Dans la famille Carabe, on est plutôt carnivore. Et donc chasseur. Une traque généralement nocturne. Larves en tous genres, chenilles, limaces et escargots. Le Diachrome allemand (Diachomus germanus) fait donc exception. Mais, pour être végétarien, il n’en est pas moins bon auxiliaire au jardin !

Son truc à lui, ce n’est pas la sève, les racines, les feuilles ou les fleurs. Mais les graines. De préférence avant maturité. C’est pourquoi, en ce début de printemps, on le rencontre  sur les premières ombellifères des bords de chemin où les graines encore vertes commencent à être légion. Sinon, le Diachrome allemand fréquente évidemment les graminées des prairies.

Excellent marcheur, il patrouille aussi au sol, y compris au jardin, et fouille la terre en quête de graines superficielles dispersées par le vent ou les oiseaux. Par là, il limite la prolifération des plantes adventices, venues d’on ne sait où et dont la spontanéité peut faire concurrence aux cultures potagères.

Sources :

Diachrome allemand sur feuillage de Cerfeuil des bois.

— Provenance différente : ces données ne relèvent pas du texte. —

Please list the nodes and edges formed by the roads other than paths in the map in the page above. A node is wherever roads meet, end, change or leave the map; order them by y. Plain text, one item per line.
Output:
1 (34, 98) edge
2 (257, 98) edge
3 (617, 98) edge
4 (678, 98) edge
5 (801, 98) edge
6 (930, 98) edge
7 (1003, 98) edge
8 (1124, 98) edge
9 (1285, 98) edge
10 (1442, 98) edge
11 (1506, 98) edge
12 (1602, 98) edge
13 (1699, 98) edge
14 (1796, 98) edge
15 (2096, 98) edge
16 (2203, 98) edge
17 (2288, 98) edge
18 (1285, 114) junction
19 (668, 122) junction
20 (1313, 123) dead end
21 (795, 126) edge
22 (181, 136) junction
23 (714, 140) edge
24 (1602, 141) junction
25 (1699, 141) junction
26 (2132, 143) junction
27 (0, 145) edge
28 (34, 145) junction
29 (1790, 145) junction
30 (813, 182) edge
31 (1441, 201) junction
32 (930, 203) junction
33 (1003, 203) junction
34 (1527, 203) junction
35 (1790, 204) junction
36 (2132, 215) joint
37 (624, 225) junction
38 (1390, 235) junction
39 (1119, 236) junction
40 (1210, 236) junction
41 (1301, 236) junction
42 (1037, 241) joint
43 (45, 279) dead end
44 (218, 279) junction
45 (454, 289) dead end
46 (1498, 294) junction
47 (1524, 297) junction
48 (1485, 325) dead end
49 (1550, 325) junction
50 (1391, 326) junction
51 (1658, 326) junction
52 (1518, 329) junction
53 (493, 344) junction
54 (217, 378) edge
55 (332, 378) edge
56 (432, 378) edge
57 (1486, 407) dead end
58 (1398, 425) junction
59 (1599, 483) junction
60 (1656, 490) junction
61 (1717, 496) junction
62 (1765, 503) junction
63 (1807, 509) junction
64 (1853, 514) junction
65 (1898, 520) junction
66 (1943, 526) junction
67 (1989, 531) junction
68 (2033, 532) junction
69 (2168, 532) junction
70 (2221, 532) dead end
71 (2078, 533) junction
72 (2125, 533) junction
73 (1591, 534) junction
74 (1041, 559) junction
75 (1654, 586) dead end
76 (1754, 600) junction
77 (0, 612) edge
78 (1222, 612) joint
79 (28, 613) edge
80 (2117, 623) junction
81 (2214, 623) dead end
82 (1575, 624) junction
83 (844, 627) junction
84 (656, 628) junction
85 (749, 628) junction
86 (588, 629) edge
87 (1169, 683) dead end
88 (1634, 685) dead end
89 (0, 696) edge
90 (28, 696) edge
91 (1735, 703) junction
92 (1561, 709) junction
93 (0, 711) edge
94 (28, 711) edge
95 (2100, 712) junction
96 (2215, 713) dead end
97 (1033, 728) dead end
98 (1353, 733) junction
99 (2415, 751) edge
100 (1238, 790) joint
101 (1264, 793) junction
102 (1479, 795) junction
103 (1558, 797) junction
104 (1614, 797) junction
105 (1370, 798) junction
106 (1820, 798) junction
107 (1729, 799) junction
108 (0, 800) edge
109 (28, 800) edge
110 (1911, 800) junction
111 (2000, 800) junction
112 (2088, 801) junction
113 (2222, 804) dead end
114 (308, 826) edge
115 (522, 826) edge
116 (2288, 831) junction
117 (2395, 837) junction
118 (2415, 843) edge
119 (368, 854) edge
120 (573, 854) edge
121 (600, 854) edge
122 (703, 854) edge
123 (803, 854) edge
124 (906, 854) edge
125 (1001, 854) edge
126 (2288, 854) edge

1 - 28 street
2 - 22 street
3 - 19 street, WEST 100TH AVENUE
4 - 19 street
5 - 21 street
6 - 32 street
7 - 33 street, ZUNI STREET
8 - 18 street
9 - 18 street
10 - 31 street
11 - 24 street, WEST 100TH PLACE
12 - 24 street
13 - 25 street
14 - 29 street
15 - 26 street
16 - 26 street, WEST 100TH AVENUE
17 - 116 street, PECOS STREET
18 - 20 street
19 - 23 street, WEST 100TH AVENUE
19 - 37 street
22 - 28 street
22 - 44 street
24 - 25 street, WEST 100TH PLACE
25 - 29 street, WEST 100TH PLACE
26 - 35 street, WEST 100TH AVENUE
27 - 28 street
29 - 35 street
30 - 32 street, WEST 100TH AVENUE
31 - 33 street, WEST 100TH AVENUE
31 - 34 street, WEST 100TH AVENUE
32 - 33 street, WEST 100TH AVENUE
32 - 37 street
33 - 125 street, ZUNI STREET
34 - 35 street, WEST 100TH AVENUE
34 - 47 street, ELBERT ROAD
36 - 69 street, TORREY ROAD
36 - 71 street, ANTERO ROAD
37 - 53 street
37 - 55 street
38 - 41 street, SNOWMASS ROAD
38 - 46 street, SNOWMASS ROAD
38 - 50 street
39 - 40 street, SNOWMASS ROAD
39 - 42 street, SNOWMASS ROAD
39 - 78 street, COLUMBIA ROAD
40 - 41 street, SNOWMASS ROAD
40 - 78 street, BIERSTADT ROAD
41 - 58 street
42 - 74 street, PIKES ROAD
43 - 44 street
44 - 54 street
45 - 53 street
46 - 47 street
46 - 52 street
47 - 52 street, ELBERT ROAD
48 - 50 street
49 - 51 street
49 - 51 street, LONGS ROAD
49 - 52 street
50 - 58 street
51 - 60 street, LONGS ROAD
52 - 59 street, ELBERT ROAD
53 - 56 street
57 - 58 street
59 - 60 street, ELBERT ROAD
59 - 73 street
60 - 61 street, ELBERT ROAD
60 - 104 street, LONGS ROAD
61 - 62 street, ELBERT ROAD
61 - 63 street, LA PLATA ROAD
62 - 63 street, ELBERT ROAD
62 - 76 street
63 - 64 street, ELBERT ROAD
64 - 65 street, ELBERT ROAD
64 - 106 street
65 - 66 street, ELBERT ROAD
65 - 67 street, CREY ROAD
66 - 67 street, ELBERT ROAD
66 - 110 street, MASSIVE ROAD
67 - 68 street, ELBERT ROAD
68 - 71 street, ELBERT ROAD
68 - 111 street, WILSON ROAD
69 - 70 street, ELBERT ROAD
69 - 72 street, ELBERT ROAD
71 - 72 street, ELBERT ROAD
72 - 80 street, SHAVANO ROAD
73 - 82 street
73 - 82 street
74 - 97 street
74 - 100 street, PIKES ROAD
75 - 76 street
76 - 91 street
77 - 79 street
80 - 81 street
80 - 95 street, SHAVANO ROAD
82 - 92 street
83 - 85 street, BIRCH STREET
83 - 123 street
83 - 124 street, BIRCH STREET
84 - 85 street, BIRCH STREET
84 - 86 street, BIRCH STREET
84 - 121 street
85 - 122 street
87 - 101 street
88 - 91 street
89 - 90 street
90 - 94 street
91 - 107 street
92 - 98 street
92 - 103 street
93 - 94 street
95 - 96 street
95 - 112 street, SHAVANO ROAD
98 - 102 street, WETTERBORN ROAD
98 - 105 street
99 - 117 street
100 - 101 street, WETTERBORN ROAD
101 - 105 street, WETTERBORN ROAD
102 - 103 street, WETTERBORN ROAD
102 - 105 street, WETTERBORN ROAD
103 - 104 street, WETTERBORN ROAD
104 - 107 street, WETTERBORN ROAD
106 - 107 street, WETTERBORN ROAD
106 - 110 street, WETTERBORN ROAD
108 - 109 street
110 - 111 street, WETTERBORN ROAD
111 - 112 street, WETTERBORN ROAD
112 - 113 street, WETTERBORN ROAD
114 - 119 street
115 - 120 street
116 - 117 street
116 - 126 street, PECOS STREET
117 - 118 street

Tête et pattes orangées, thorax noir aux reflets bleutés, élytres striés orangés avec tache noire apicale. Le Diachrome allemand est, avec 8-10 mm, l’un des plus petits membres de la famille Carabe.

Carabe purpurin.

Un cousin, beaucoup plus gros, le Carabe purpurin. Carnivore, il patrouille au sol, surtout la nuit, mais également le jour après une pluie : il chasse alors escargot et limaces.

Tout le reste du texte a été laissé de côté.